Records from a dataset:
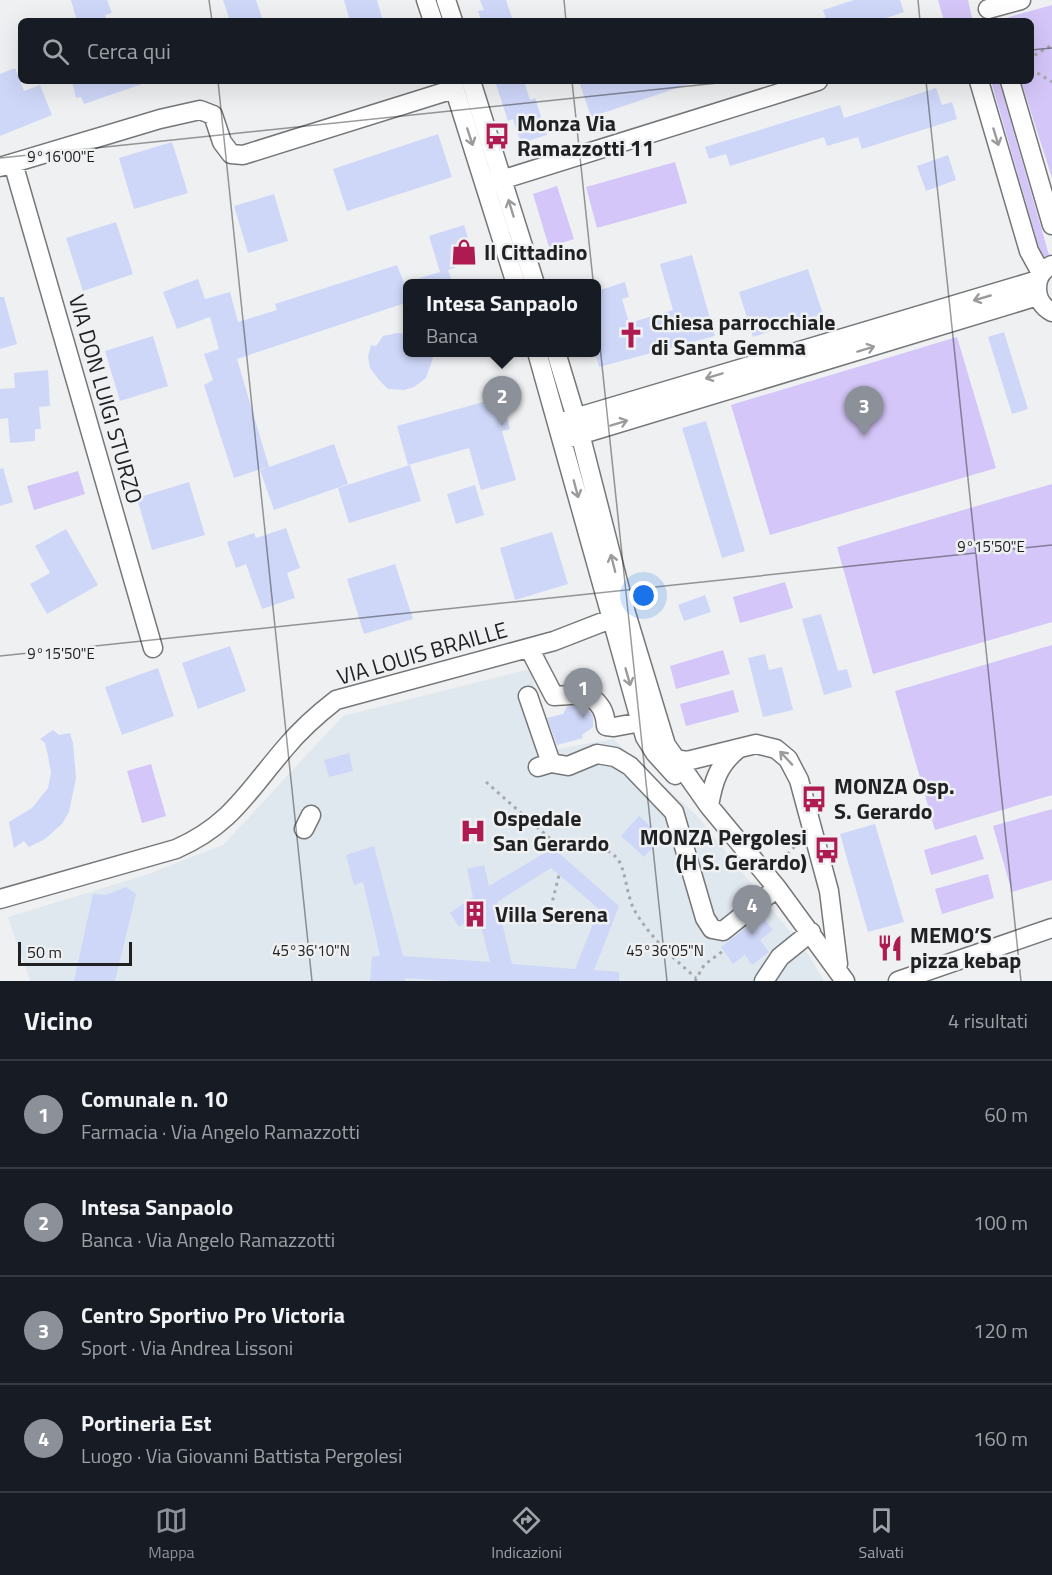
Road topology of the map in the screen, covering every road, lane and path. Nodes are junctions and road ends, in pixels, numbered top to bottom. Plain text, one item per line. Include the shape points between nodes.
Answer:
1 (426, 0) edge
2 (446, 0) edge
3 (1021, 0) edge
4 (988, 10) edge
5 (432, 18) edge
6 (452, 18) edge
7 (1052, 45) edge
8 (1034, 57) edge
9 (1034, 71) edge
10 (1052, 82) edge
11 (472, 84) edge
12 (808, 84) edge
13 (980, 84) edge
14 (1011, 84) edge
15 (453, 85) edge
16 (6, 165) edge
17 (494, 182) junction
18 (1052, 225) edge
19 (1042, 278) edge
20 (515, 279) edge
21 (533, 279) edge
22 (1052, 312) edge
23 (539, 357) edge
24 (557, 357) edge
25 (569, 429) junction
26 (619, 616) junction
27 (153, 648) dead end
28 (530, 648) junction
29 (528, 696) dead end
30 (641, 722) junction
31 (742, 746) junction
32 (674, 759) junction
33 (486, 782) dead end
34 (709, 806) junction
35 (804, 837) dead end
36 (559, 875) dead end
37 (772, 881) junction
38 (0, 899) edge
39 (831, 900) junction
40 (549, 915) dead end
41 (806, 925) junction
42 (1052, 928) edge
43 (723, 951) dead end
44 (771, 976) edge
45 (842, 976) edge
46 (695, 980) edge
47 (898, 981) edge

1 - 5 street
2 - 6 street
3 - 4 street
7 - 8 path
9 - 10 path
11 - 17 street
12 - 17 street
13 -> 19 street via 1029,251
14 - 18 street
15 - 16 street via 243,154 231,154 222,142 213,115 200,110
15 -> 17 street
16 - 27 street, VIA DON LUIGI STURZO
17 - 20 street
21 -> 17 street
19 - 22 street via 1041,303
19 - 25 street
23 - 25 street
24 - 25 street
25 - 26 street
26 - 28 street, VIA LOUIS BRAILLE
26 -> 30 street
26 - 32 street via 659,730
28 - 30 street via 554,696 588,694 600,704 606,726
28 - 38 street, VIA LOUIS BRAILLE via 336,700 312,719 247,797 203,837 176,849
29 - 37 street via 544,765 568,766 597,754 615,757 630,766 674,812 705,918 712,929 723,931
30 - 34 street via 655,753
31 - 32 street via 700,759
31 - 34 street via 713,780
39 -> 31 street via 792,765 783,753 770,747
32 - 34 street
33 - 46 path via 563,850 592,843 616,857 635,912 654,939
34 - 37 street
35 - 37 path
36 - 40 path
37 - 41 street
39 - 41 street
39 - 45 street
41 - 44 street via 780,957
41 - 45 street
42 - 47 street
43 - 46 path via 704,965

• **Brief**: Transcribe the records above exactly, skipping pictures.

• **Solution**:
Road topology of the map in the screen, covering every road, lane and path. Nodes are junctions and road ends, in pixels, numbered top to bottom. Plain text, one item per line. Include the shape points between nodes.
Answer:
1 (426, 0) edge
2 (446, 0) edge
3 (1021, 0) edge
4 (988, 10) edge
5 (432, 18) edge
6 (452, 18) edge
7 (1052, 45) edge
8 (1034, 57) edge
9 (1034, 71) edge
10 (1052, 82) edge
11 (472, 84) edge
12 (808, 84) edge
13 (980, 84) edge
14 (1011, 84) edge
15 (453, 85) edge
16 (6, 165) edge
17 (494, 182) junction
18 (1052, 225) edge
19 (1042, 278) edge
20 (515, 279) edge
21 (533, 279) edge
22 (1052, 312) edge
23 (539, 357) edge
24 (557, 357) edge
25 (569, 429) junction
26 (619, 616) junction
27 (153, 648) dead end
28 (530, 648) junction
29 (528, 696) dead end
30 (641, 722) junction
31 (742, 746) junction
32 (674, 759) junction
33 (486, 782) dead end
34 (709, 806) junction
35 (804, 837) dead end
36 (559, 875) dead end
37 (772, 881) junction
38 (0, 899) edge
39 (831, 900) junction
40 (549, 915) dead end
41 (806, 925) junction
42 (1052, 928) edge
43 (723, 951) dead end
44 (771, 976) edge
45 (842, 976) edge
46 (695, 980) edge
47 (898, 981) edge

1 - 5 street
2 - 6 street
3 - 4 street
7 - 8 path
9 - 10 path
11 - 17 street
12 - 17 street
13 -> 19 street via 1029,251
14 - 18 street
15 - 16 street via 243,154 231,154 222,142 213,115 200,110
15 -> 17 street
16 - 27 street, VIA DON LUIGI STURZO
17 - 20 street
21 -> 17 street
19 - 22 street via 1041,303
19 - 25 street
23 - 25 street
24 - 25 street
25 - 26 street
26 - 28 street, VIA LOUIS BRAILLE
26 -> 30 street
26 - 32 street via 659,730
28 - 30 street via 554,696 588,694 600,704 606,726
28 - 38 street, VIA LOUIS BRAILLE via 336,700 312,719 247,797 203,837 176,849
29 - 37 street via 544,765 568,766 597,754 615,757 630,766 674,812 705,918 712,929 723,931
30 - 34 street via 655,753
31 - 32 street via 700,759
31 - 34 street via 713,780
39 -> 31 street via 792,765 783,753 770,747
32 - 34 street
33 - 46 path via 563,850 592,843 616,857 635,912 654,939
34 - 37 street
35 - 37 path
36 - 40 path
37 - 41 street
39 - 41 street
39 - 45 street
41 - 44 street via 780,957
41 - 45 street
42 - 47 street
43 - 46 path via 704,965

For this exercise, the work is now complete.